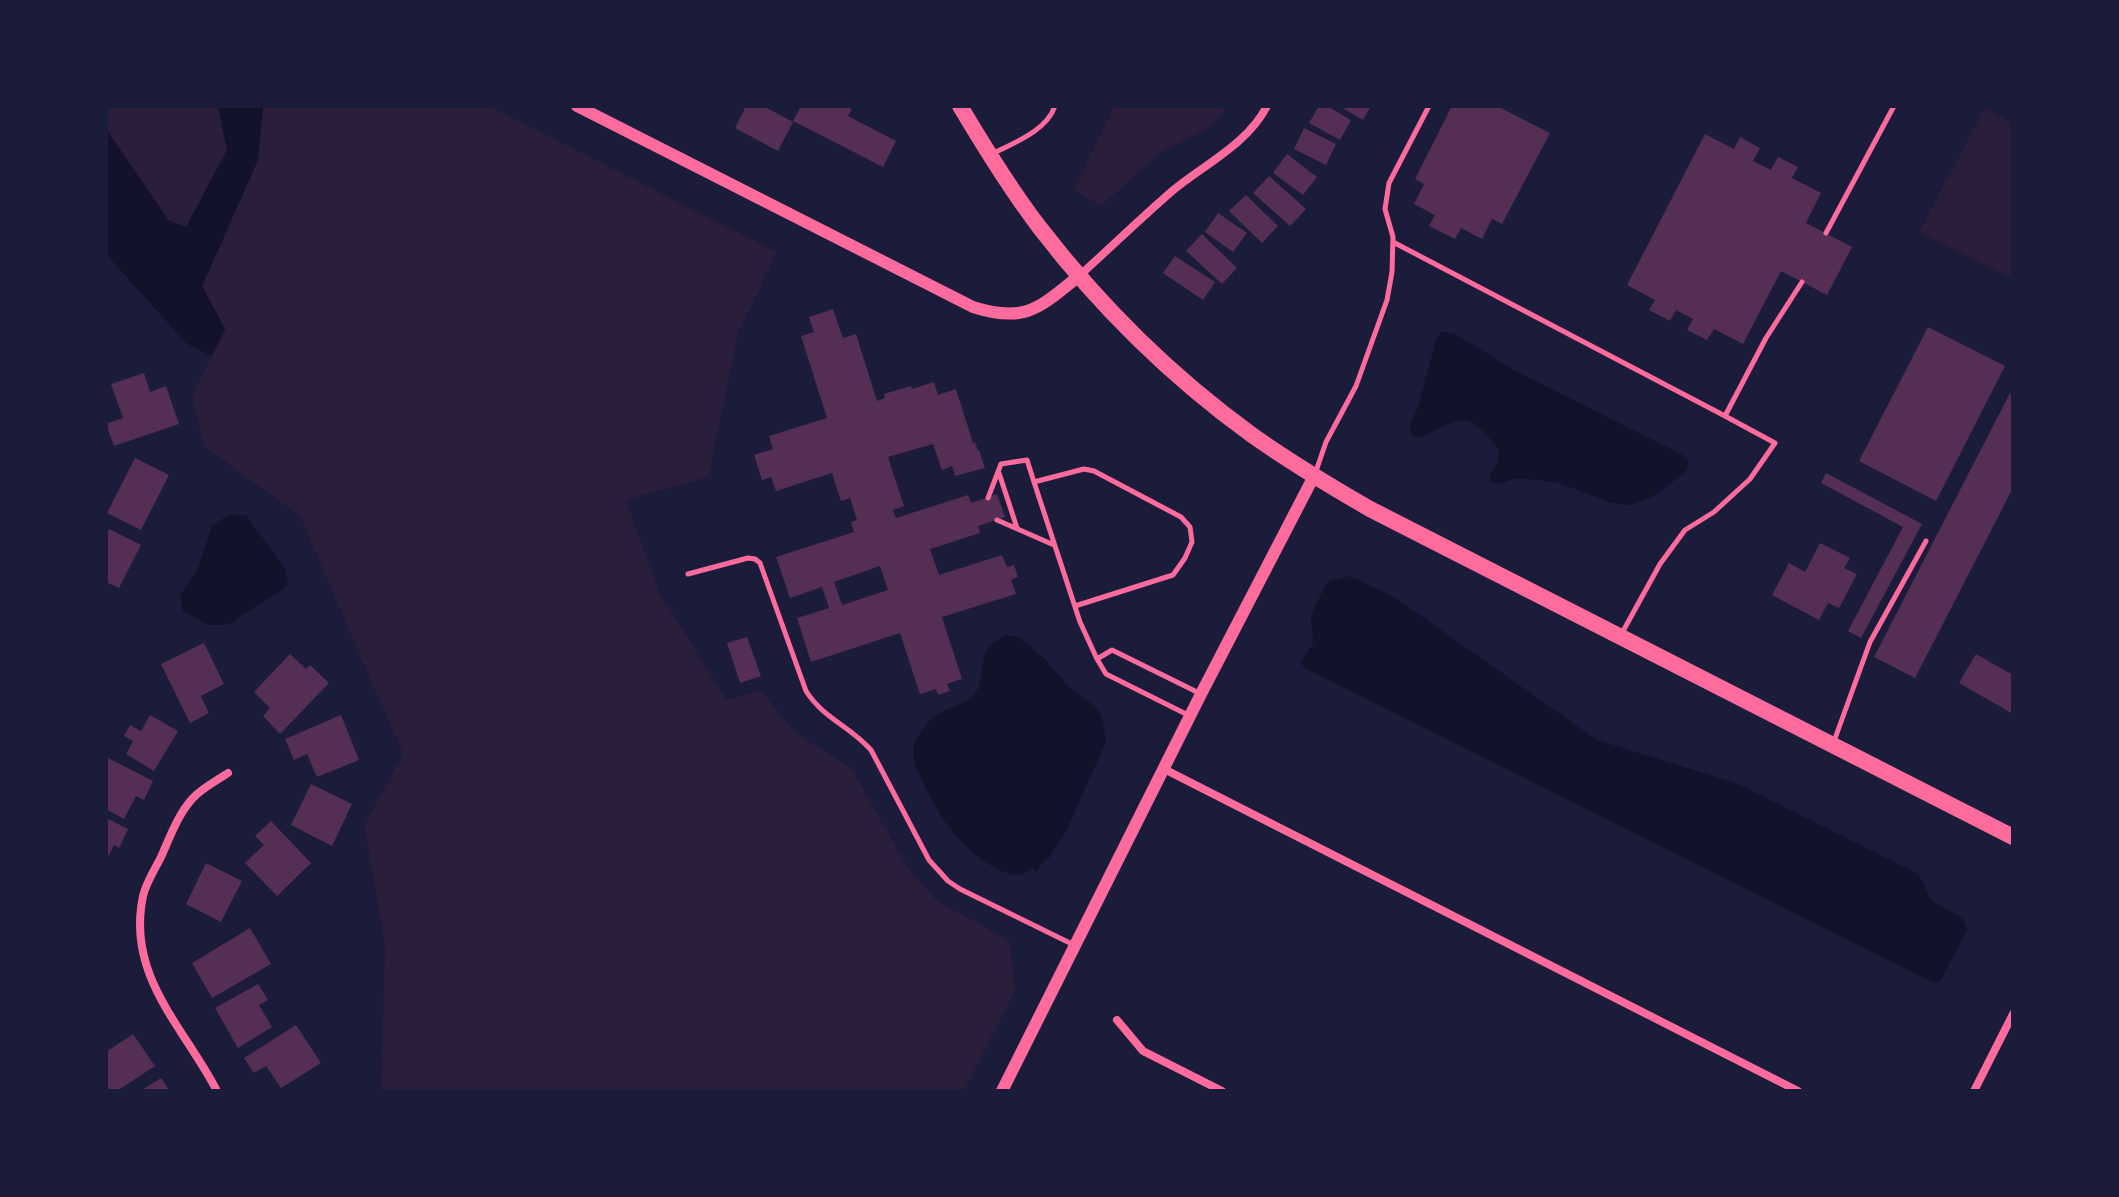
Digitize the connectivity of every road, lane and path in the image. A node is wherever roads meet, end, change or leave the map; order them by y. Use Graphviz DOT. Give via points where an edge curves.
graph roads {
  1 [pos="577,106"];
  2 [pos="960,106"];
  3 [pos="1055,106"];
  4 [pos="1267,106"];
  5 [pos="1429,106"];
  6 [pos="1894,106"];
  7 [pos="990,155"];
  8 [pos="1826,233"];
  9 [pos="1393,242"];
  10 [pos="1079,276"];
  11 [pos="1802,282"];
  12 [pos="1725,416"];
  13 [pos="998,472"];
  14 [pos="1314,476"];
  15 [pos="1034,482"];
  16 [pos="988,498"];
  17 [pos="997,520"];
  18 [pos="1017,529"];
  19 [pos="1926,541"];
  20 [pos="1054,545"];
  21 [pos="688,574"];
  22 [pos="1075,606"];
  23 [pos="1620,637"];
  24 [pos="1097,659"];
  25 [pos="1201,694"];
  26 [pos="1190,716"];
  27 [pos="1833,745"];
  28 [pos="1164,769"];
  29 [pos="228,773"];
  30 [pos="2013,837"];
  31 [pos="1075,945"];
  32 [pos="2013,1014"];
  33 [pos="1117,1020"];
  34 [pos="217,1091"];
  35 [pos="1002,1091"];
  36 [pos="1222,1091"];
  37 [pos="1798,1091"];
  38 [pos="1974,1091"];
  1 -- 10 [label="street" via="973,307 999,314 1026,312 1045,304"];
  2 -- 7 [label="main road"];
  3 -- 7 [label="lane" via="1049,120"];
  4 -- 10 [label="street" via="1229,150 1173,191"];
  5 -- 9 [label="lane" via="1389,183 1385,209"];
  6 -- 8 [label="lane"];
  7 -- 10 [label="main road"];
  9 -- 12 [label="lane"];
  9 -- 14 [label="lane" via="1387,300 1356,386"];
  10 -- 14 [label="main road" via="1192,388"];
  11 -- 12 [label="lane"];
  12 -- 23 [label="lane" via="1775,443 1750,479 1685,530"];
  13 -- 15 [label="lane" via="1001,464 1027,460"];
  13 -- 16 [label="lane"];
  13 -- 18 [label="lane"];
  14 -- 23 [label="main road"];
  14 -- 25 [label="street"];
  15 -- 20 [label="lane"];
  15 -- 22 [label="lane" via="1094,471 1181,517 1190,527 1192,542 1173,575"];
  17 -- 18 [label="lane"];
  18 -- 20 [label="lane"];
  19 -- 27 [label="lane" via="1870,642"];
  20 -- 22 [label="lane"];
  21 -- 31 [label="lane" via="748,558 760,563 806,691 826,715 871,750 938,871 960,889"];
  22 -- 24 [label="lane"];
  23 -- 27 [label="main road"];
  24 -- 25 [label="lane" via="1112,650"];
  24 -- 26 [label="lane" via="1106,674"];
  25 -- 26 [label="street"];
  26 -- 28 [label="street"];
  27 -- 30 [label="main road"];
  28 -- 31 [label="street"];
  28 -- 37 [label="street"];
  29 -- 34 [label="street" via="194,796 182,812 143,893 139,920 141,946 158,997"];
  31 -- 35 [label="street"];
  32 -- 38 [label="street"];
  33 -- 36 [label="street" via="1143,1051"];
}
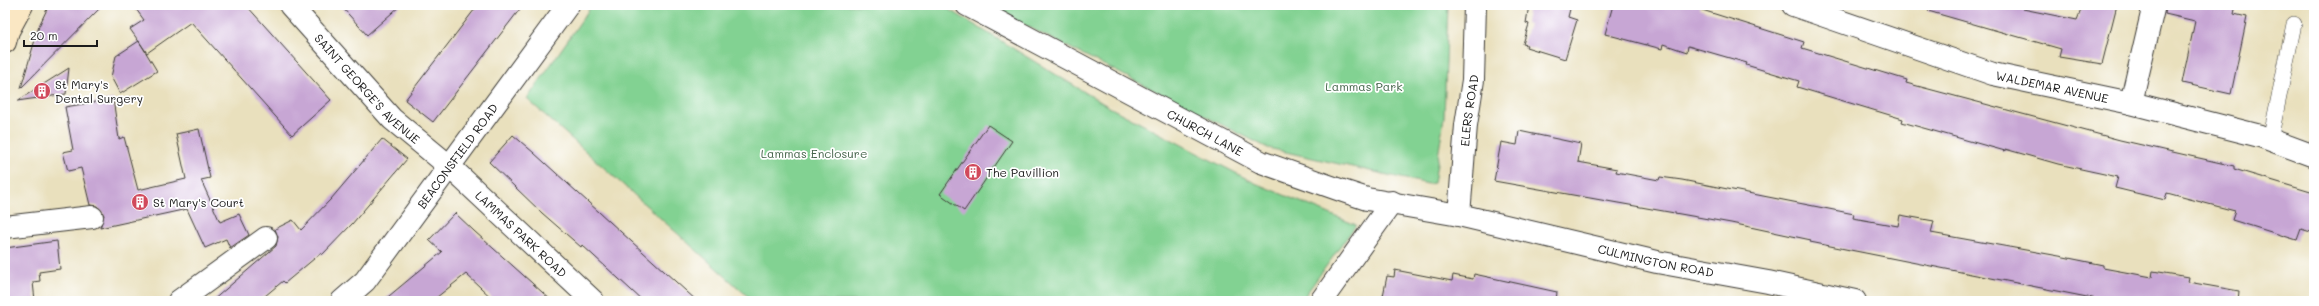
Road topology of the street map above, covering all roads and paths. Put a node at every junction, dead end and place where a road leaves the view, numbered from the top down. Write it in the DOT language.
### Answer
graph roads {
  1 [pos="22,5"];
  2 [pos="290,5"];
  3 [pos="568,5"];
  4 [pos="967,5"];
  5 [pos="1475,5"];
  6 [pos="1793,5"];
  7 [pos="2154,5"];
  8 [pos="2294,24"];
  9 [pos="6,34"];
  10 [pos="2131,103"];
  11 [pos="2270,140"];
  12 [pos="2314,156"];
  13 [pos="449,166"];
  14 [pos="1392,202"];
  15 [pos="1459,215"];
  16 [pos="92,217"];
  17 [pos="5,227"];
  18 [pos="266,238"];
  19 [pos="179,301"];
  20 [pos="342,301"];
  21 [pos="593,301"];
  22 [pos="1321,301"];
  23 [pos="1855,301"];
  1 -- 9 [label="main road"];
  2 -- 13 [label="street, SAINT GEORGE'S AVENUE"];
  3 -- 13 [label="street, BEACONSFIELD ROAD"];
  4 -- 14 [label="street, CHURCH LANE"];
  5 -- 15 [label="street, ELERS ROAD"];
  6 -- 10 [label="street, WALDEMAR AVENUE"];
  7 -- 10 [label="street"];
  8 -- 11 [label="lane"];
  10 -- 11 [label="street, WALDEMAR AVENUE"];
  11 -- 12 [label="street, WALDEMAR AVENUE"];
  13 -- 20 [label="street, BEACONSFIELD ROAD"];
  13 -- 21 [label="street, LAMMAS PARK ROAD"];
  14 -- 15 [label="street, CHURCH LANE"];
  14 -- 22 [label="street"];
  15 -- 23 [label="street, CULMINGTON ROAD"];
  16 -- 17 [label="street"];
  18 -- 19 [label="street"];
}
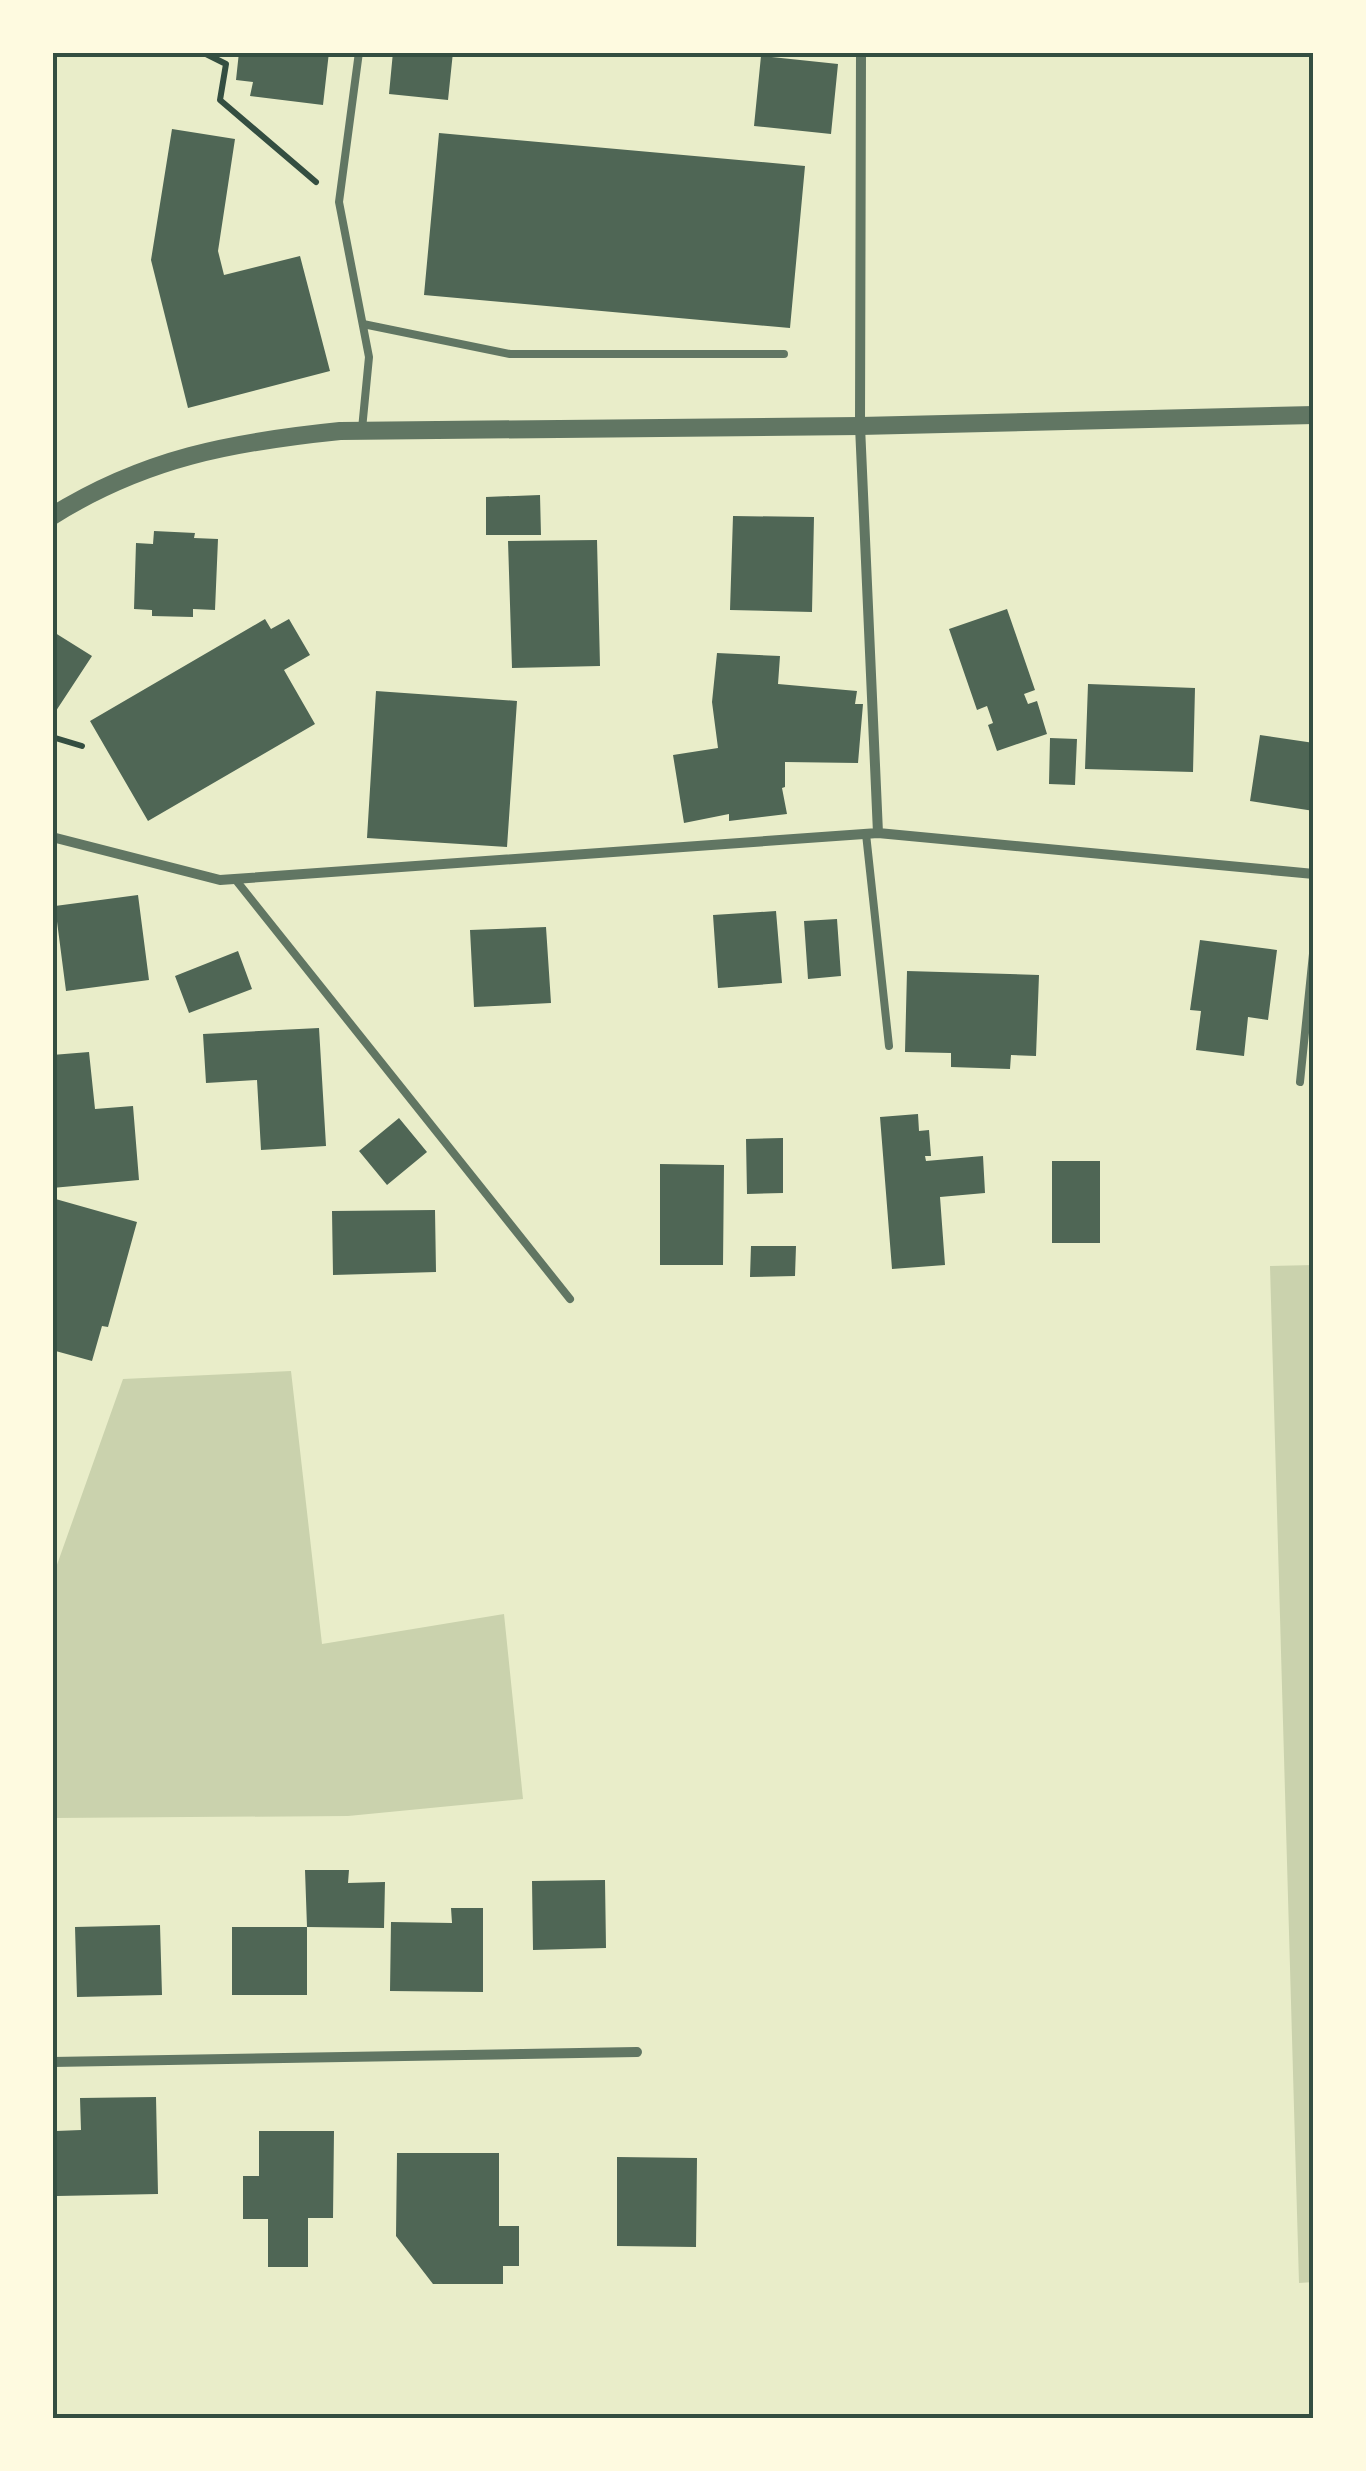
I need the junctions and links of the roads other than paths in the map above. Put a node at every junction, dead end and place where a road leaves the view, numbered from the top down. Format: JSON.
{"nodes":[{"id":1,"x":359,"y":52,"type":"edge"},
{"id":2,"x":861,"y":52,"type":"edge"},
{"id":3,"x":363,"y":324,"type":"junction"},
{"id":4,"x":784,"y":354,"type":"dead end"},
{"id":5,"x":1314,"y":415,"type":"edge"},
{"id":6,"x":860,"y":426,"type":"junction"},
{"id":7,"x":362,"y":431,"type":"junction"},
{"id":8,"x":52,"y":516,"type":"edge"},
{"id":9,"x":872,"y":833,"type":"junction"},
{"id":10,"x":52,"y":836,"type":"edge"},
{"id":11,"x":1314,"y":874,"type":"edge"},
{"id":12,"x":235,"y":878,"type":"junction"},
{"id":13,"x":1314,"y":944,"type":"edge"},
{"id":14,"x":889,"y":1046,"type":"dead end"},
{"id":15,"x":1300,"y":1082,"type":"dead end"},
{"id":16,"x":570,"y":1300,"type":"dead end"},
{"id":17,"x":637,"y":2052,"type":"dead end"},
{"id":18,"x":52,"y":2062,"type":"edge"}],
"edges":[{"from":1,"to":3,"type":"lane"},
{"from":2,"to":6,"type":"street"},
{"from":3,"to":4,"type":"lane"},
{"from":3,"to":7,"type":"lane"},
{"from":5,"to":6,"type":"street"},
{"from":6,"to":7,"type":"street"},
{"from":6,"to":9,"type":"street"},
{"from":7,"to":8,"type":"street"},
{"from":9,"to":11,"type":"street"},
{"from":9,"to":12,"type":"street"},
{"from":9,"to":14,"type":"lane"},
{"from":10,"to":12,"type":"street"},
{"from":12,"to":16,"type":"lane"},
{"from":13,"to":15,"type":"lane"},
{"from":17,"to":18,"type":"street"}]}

PROBLEM TO WORK ON
Your task is to copy exactly, and only, the lines from the line with "I need the junctions" through the last line of the entries, both included.

YOUR RESPONSE
I need the junctions and links of the roads other than paths in the map above. Put a node at every junction, dead end and place where a road leaves the view, numbered from the top down. Format: JSON.
{"nodes":[{"id":1,"x":359,"y":52,"type":"edge"},
{"id":2,"x":861,"y":52,"type":"edge"},
{"id":3,"x":363,"y":324,"type":"junction"},
{"id":4,"x":784,"y":354,"type":"dead end"},
{"id":5,"x":1314,"y":415,"type":"edge"},
{"id":6,"x":860,"y":426,"type":"junction"},
{"id":7,"x":362,"y":431,"type":"junction"},
{"id":8,"x":52,"y":516,"type":"edge"},
{"id":9,"x":872,"y":833,"type":"junction"},
{"id":10,"x":52,"y":836,"type":"edge"},
{"id":11,"x":1314,"y":874,"type":"edge"},
{"id":12,"x":235,"y":878,"type":"junction"},
{"id":13,"x":1314,"y":944,"type":"edge"},
{"id":14,"x":889,"y":1046,"type":"dead end"},
{"id":15,"x":1300,"y":1082,"type":"dead end"},
{"id":16,"x":570,"y":1300,"type":"dead end"},
{"id":17,"x":637,"y":2052,"type":"dead end"},
{"id":18,"x":52,"y":2062,"type":"edge"}],
"edges":[{"from":1,"to":3,"type":"lane"},
{"from":2,"to":6,"type":"street"},
{"from":3,"to":4,"type":"lane"},
{"from":3,"to":7,"type":"lane"},
{"from":5,"to":6,"type":"street"},
{"from":6,"to":7,"type":"street"},
{"from":6,"to":9,"type":"street"},
{"from":7,"to":8,"type":"street"},
{"from":9,"to":11,"type":"street"},
{"from":9,"to":12,"type":"street"},
{"from":9,"to":14,"type":"lane"},
{"from":10,"to":12,"type":"street"},
{"from":12,"to":16,"type":"lane"},
{"from":13,"to":15,"type":"lane"},
{"from":17,"to":18,"type":"street"}]}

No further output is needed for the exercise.